Stored items

[Start of Attachment]

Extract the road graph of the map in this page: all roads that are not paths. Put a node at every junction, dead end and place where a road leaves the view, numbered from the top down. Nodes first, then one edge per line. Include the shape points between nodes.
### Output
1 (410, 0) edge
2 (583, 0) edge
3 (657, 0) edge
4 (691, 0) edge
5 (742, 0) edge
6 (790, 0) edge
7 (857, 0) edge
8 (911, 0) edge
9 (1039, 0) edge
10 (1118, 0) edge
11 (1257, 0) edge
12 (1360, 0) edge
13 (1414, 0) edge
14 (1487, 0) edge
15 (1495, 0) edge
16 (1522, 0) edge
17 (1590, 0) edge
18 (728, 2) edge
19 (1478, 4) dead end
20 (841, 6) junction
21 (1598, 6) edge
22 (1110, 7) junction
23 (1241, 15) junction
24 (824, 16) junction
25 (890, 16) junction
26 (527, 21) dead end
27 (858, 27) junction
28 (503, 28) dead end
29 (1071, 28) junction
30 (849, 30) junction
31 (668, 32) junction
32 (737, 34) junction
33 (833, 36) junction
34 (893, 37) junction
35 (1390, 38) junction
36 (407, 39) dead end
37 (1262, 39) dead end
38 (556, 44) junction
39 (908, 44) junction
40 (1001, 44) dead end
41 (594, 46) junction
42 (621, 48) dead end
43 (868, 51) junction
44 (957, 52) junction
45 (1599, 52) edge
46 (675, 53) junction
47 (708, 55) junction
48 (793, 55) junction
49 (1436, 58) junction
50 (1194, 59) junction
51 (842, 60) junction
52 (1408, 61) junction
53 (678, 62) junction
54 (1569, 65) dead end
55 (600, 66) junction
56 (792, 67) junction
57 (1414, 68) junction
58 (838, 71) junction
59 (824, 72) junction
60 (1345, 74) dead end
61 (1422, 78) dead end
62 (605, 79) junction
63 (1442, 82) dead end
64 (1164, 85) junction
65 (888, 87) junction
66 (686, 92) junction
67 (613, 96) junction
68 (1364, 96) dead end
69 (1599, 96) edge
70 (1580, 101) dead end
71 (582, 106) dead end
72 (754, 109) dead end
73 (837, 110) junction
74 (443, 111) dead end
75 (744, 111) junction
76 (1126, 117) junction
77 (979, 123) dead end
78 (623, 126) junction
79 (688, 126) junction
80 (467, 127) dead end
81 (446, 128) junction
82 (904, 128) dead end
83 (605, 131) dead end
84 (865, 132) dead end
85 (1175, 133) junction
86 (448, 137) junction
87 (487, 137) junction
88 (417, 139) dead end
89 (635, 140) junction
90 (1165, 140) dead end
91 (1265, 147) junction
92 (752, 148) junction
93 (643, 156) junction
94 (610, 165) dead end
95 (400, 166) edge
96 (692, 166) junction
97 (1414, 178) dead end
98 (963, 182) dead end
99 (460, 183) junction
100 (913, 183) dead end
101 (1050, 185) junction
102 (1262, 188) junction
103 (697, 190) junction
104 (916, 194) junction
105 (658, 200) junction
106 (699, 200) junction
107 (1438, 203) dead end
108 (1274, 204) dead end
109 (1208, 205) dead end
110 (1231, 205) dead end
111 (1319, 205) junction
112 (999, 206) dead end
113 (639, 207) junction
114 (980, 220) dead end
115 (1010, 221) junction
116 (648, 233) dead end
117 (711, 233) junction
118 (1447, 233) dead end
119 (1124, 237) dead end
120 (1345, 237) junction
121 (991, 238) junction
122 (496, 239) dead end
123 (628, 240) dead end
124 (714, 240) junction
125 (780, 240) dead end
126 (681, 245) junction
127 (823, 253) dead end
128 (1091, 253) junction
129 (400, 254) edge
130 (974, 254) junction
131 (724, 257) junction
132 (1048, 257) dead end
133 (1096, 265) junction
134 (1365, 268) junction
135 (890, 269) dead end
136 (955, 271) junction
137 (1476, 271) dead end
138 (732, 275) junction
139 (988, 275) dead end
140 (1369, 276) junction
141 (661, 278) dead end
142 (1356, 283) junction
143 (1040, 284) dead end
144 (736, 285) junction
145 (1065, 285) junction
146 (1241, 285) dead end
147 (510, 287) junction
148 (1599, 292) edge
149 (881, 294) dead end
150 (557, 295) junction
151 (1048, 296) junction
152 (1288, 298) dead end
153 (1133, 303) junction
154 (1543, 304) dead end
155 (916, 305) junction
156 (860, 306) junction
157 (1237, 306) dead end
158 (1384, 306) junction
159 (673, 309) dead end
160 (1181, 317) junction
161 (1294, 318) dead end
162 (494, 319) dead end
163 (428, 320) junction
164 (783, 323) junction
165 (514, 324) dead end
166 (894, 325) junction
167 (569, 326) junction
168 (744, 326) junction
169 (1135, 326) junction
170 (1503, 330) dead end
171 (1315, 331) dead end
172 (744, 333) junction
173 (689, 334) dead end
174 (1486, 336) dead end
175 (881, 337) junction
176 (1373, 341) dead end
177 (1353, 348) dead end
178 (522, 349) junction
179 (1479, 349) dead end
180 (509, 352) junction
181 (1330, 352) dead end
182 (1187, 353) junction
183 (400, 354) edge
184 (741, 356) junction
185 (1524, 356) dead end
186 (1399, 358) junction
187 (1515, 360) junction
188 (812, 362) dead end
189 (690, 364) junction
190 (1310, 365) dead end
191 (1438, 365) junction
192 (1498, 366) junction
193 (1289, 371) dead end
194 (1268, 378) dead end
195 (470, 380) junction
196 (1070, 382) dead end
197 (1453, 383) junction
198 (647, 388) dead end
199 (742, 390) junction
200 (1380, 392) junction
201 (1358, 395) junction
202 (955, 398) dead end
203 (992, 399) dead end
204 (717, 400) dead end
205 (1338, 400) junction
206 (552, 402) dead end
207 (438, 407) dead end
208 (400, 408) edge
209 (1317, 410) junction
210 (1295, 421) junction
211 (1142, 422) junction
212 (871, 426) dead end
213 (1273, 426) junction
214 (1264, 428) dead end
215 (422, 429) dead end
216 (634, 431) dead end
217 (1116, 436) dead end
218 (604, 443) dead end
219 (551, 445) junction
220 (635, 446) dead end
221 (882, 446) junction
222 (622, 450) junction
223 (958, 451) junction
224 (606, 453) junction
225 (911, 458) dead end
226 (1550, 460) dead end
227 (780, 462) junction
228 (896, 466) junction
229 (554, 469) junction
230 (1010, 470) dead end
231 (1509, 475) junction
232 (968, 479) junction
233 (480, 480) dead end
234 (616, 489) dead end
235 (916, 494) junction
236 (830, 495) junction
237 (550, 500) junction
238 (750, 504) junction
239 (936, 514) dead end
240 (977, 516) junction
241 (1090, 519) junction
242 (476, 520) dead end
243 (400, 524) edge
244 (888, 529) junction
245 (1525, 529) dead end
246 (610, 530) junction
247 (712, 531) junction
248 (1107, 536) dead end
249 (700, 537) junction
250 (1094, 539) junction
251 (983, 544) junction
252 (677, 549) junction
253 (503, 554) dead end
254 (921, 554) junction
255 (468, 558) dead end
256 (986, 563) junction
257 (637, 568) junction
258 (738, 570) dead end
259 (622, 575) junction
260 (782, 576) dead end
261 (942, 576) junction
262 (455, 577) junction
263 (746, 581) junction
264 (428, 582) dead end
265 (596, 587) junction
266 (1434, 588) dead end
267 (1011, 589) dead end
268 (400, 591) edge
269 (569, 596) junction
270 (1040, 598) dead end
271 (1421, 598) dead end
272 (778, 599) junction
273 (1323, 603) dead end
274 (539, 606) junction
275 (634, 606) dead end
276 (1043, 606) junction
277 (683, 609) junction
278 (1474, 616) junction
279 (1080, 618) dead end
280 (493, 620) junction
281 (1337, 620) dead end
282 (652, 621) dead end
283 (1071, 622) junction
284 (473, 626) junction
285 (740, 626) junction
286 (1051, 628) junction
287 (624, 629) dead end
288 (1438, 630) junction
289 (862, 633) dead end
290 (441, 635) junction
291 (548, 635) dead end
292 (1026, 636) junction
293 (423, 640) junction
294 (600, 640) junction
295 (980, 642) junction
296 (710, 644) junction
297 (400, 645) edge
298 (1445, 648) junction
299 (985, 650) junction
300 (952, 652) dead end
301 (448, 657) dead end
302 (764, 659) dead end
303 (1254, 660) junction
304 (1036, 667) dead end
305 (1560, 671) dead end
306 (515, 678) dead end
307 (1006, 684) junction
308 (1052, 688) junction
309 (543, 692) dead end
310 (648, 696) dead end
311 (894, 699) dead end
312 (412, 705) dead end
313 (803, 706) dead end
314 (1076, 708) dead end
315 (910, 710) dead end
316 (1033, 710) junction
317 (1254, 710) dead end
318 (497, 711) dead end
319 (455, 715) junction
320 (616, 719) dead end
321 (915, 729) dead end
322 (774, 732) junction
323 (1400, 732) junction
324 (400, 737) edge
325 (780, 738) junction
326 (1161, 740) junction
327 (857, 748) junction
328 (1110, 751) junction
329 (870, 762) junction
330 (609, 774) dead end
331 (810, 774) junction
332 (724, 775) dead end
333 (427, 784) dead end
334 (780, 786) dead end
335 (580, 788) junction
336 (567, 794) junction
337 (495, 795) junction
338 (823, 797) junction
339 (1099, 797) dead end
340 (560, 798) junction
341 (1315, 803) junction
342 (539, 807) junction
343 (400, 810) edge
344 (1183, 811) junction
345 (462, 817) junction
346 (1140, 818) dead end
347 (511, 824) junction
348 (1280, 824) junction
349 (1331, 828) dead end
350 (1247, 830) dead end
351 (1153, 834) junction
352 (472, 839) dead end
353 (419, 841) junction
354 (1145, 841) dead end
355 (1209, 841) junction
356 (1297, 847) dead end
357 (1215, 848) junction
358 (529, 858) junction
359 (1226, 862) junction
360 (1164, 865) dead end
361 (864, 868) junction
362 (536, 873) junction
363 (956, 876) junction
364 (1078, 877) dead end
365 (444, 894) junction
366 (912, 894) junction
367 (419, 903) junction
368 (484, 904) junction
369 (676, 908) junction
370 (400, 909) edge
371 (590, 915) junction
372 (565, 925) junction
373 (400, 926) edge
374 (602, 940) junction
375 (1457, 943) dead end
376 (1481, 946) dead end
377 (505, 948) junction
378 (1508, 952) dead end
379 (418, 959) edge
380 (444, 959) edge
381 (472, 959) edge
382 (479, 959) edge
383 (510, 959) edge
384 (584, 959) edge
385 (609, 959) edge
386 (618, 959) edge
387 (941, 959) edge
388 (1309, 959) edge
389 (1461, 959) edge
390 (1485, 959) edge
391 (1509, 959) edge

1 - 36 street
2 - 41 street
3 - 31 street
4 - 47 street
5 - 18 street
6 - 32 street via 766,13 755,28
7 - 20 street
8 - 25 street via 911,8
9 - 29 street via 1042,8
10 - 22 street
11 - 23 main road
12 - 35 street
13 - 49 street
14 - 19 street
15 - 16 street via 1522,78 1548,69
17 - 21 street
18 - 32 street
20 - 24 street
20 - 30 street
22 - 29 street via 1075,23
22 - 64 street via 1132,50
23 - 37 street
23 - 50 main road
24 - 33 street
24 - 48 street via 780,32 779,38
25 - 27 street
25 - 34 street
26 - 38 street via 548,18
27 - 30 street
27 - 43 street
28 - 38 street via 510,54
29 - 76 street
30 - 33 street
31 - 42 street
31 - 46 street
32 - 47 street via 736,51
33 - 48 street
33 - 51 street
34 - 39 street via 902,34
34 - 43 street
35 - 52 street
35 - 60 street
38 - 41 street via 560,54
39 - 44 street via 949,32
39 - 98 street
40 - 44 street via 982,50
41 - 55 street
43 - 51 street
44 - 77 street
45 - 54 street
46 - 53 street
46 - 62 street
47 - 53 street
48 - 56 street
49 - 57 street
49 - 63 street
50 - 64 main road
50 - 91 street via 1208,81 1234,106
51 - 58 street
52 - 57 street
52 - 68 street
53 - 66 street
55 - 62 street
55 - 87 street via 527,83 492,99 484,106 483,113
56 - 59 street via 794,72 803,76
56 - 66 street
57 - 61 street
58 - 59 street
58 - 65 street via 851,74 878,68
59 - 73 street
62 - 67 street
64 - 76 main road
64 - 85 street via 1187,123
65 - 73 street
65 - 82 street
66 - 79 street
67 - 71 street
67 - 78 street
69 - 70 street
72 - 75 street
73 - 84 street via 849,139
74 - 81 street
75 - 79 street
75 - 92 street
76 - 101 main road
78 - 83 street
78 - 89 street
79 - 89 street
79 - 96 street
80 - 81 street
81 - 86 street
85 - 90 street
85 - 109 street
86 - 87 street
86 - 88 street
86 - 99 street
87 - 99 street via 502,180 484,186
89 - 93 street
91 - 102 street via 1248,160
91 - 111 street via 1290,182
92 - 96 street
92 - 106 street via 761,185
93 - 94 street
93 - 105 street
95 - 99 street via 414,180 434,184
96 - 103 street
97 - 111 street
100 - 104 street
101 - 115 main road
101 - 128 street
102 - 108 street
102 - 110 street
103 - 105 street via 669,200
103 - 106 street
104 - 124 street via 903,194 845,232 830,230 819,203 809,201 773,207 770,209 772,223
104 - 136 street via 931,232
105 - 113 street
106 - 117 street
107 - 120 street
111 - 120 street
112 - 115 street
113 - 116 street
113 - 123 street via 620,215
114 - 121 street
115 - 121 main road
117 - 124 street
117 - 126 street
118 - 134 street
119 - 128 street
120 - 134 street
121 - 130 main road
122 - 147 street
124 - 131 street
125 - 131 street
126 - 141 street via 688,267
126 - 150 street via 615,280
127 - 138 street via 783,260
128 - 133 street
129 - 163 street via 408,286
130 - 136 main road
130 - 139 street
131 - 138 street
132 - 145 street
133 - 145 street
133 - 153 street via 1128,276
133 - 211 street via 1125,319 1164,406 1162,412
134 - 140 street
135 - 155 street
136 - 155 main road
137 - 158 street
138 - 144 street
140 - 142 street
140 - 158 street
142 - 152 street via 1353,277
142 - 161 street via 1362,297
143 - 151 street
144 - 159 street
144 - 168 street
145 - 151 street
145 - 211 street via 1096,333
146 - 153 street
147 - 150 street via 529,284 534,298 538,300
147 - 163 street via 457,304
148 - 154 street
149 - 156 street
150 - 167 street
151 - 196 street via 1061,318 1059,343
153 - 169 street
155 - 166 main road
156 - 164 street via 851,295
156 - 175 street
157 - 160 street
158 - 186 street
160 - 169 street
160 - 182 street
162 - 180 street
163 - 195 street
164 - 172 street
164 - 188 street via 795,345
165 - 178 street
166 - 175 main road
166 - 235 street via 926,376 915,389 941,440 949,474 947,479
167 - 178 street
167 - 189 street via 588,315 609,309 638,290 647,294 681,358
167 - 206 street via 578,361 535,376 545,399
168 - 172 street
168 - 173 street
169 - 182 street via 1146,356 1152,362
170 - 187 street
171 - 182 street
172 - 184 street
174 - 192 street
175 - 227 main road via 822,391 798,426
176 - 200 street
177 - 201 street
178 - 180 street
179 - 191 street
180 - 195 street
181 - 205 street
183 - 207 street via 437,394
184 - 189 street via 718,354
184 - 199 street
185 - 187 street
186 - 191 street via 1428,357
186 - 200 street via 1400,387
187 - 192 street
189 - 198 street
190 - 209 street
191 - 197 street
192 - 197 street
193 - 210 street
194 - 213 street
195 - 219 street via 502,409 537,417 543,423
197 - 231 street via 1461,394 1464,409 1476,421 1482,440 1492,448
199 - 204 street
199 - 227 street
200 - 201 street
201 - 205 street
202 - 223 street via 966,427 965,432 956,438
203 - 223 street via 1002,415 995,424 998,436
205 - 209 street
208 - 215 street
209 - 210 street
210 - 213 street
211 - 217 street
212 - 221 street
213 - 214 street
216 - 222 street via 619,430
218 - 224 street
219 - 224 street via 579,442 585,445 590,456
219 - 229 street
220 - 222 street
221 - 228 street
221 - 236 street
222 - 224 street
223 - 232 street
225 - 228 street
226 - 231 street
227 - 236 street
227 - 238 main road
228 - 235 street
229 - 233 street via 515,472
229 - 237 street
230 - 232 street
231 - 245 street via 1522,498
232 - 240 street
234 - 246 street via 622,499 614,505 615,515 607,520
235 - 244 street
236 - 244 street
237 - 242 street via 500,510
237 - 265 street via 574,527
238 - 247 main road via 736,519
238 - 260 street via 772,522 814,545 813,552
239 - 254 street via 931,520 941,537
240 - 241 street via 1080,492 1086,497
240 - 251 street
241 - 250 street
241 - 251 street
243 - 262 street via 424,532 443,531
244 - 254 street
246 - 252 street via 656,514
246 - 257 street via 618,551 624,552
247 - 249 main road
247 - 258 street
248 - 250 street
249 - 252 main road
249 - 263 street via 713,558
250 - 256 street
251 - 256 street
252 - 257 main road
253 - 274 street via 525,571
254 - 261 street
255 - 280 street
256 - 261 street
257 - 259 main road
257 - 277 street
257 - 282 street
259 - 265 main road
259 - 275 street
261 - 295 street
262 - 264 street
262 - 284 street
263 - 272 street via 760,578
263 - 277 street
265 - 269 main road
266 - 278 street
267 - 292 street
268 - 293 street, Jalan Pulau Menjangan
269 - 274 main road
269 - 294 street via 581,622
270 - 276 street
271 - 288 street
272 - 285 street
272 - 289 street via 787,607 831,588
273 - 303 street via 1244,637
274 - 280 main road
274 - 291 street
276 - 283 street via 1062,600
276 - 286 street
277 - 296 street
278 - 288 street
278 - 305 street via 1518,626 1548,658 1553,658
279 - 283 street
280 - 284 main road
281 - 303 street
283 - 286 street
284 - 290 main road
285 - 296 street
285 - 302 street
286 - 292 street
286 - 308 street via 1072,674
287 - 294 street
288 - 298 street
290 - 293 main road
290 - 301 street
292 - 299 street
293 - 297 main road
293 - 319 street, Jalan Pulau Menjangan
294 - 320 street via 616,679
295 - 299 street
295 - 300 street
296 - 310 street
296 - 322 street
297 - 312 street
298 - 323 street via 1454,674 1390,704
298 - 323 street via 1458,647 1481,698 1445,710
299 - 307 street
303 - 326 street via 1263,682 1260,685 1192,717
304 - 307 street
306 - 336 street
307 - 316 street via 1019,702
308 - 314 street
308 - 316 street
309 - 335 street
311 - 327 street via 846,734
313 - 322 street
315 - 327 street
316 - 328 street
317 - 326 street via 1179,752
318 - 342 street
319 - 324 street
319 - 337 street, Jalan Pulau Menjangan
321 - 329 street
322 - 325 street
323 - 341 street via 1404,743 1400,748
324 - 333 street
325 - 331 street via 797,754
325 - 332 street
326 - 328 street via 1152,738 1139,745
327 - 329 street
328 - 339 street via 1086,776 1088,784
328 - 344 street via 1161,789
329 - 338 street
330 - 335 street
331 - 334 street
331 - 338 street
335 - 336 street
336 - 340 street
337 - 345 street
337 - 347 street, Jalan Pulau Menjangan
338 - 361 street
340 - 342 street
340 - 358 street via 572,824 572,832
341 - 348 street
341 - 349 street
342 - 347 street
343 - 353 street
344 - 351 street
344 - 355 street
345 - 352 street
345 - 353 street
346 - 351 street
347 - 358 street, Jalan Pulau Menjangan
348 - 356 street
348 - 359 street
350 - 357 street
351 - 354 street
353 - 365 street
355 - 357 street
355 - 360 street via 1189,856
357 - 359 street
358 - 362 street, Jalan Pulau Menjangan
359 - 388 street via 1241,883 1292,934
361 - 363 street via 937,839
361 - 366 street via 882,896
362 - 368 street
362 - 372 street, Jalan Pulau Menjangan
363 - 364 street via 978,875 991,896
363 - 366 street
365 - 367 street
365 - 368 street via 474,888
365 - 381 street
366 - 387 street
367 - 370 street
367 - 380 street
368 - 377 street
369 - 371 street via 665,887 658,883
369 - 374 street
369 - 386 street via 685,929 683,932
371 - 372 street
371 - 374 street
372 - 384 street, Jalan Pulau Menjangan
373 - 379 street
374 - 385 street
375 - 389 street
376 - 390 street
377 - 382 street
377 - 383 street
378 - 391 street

[End of Attachment]

Prompt:
Within the data above, filter for lines containing the word "Menjangan" and copy each one.

Your response:
268 - 293 street, Jalan Pulau Menjangan
293 - 319 street, Jalan Pulau Menjangan
319 - 337 street, Jalan Pulau Menjangan
337 - 347 street, Jalan Pulau Menjangan
347 - 358 street, Jalan Pulau Menjangan
358 - 362 street, Jalan Pulau Menjangan
362 - 372 street, Jalan Pulau Menjangan
372 - 384 street, Jalan Pulau Menjangan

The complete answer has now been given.